This may cause very verbose stack traces.

dump=Pack::Age

all arguments for which ref returns Pack::Age are dumped using Data::Dumper.

You can, of course, also dump simple ARRAYs, HASHes etc.

dump=/regexp/

all arguments for which ref matches the regexp are dumped using Data::Dumper.

If multiple such parameters are given, an argument that matches at least one regexp is dumped.

deparse

if dump or dump=CODE is also specified, the dumper object is configured to deparse the subroutine that is passed in the argument.

multiline
multiline=N
multiline=N.M

normally, all arguments are printed in one line separated by comma and space. With this parameter every argument is printed on a separate line.

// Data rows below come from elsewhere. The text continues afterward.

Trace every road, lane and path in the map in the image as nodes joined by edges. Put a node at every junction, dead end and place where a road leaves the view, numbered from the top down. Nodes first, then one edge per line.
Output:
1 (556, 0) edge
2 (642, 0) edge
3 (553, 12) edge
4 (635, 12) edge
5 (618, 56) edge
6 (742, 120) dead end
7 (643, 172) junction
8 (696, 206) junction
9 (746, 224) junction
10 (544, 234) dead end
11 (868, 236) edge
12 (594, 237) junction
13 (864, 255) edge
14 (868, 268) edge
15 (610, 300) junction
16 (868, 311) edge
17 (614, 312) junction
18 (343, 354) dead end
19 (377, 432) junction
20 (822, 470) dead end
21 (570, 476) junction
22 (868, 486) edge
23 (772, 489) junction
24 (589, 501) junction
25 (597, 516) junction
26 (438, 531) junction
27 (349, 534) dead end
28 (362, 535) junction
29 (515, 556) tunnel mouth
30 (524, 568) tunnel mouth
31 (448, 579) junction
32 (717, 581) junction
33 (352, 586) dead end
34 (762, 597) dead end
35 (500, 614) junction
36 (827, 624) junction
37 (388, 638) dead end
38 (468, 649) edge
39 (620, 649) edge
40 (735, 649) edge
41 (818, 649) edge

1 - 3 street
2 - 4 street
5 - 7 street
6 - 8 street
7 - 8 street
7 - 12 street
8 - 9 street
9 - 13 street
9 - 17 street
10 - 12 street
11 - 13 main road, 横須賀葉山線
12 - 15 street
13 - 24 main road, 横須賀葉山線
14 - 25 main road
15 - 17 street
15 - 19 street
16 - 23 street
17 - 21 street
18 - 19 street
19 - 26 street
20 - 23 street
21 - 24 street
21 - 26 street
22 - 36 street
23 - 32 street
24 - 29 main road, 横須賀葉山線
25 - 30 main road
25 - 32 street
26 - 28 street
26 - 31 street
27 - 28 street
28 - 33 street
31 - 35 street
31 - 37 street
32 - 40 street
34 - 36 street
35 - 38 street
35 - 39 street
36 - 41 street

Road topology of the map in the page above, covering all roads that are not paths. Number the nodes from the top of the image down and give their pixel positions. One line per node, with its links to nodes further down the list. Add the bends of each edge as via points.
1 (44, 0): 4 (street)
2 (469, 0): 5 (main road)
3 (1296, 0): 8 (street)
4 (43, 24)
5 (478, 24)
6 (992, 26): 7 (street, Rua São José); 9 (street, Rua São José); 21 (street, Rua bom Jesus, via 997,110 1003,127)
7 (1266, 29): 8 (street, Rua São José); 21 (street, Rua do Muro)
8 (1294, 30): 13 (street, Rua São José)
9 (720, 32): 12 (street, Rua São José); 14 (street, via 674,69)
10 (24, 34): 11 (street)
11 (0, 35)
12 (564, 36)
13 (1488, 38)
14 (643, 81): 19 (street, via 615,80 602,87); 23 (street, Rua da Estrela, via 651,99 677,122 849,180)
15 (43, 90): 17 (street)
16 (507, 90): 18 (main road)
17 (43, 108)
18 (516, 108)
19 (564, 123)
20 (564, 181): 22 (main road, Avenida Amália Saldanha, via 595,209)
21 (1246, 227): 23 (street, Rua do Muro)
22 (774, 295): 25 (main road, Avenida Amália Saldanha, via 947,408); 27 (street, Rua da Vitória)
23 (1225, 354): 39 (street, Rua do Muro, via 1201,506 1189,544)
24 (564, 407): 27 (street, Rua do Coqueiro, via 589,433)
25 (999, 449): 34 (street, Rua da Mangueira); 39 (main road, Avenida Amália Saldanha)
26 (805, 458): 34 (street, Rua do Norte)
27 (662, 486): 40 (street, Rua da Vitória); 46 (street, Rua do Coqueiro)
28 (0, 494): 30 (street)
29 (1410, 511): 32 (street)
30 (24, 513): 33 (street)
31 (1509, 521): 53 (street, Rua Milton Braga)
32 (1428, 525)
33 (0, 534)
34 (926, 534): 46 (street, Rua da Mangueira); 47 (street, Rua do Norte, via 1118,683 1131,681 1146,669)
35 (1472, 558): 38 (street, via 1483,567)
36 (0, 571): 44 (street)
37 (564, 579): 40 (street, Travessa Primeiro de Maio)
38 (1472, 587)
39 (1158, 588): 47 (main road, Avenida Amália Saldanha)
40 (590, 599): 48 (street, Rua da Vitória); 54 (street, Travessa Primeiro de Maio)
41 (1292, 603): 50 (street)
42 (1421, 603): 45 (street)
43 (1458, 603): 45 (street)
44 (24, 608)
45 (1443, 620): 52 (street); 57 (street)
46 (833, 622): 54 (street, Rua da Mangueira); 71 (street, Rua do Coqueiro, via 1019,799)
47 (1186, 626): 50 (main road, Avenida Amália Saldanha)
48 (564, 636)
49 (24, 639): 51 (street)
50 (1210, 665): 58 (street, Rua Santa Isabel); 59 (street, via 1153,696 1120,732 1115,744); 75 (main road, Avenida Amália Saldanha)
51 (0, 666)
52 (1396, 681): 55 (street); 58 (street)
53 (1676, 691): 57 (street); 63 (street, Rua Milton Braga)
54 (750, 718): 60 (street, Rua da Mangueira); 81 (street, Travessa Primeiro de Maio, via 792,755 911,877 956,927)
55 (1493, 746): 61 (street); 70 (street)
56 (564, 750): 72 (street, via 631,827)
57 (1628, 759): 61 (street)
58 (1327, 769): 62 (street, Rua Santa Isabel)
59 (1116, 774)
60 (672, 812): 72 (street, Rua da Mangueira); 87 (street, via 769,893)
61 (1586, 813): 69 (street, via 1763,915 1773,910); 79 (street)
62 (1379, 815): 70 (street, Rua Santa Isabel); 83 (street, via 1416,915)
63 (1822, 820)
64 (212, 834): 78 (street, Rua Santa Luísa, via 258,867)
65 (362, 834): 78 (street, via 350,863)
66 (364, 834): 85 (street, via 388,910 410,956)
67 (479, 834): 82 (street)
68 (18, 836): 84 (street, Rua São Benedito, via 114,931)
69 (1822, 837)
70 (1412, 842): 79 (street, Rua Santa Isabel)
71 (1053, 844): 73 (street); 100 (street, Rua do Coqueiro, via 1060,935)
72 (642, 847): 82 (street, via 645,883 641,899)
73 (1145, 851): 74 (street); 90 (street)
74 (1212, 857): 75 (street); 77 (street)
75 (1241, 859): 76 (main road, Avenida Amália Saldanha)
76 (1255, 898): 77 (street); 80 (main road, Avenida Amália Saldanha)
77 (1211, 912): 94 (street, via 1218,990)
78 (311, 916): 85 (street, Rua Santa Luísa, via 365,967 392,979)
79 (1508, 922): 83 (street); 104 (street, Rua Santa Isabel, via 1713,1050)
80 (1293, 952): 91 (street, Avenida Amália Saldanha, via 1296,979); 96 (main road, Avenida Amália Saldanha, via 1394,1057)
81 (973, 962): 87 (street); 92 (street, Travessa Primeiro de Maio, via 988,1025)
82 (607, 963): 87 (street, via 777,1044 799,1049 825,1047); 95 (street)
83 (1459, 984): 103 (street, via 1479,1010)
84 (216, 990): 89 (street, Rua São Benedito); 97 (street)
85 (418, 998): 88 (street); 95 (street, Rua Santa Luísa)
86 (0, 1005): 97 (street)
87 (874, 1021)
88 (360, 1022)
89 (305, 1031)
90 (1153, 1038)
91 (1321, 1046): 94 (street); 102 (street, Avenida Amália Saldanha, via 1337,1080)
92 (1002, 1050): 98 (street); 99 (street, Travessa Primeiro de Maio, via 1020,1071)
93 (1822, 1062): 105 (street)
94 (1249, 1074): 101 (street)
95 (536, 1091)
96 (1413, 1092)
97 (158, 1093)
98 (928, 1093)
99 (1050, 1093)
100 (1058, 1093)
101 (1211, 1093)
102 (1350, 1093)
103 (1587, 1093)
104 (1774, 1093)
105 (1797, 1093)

A format containing %s %[multiline]a would for instance generate this output:

 main::function (
         "param1",
         2,
         "p3"
     )

The surrounding parentheses are part of the %a output.

N and M are indentation specifications. N tells how many positions the closing parenthesis is indented. M tells how many positions further each parameter is indented. The default value for both is 4.

env=ENVVAR

This parameter reads the environment variable ENVVAR and appends it to the parameter list.

Examples:

 %[dump,deparse,multiline]a    # very verbose
f

inserts the file name. This fspec recognizes the following parameters:

skip_prefix=PREFIX

if the file name of the stack frame begins with PREFIX, it is cut off.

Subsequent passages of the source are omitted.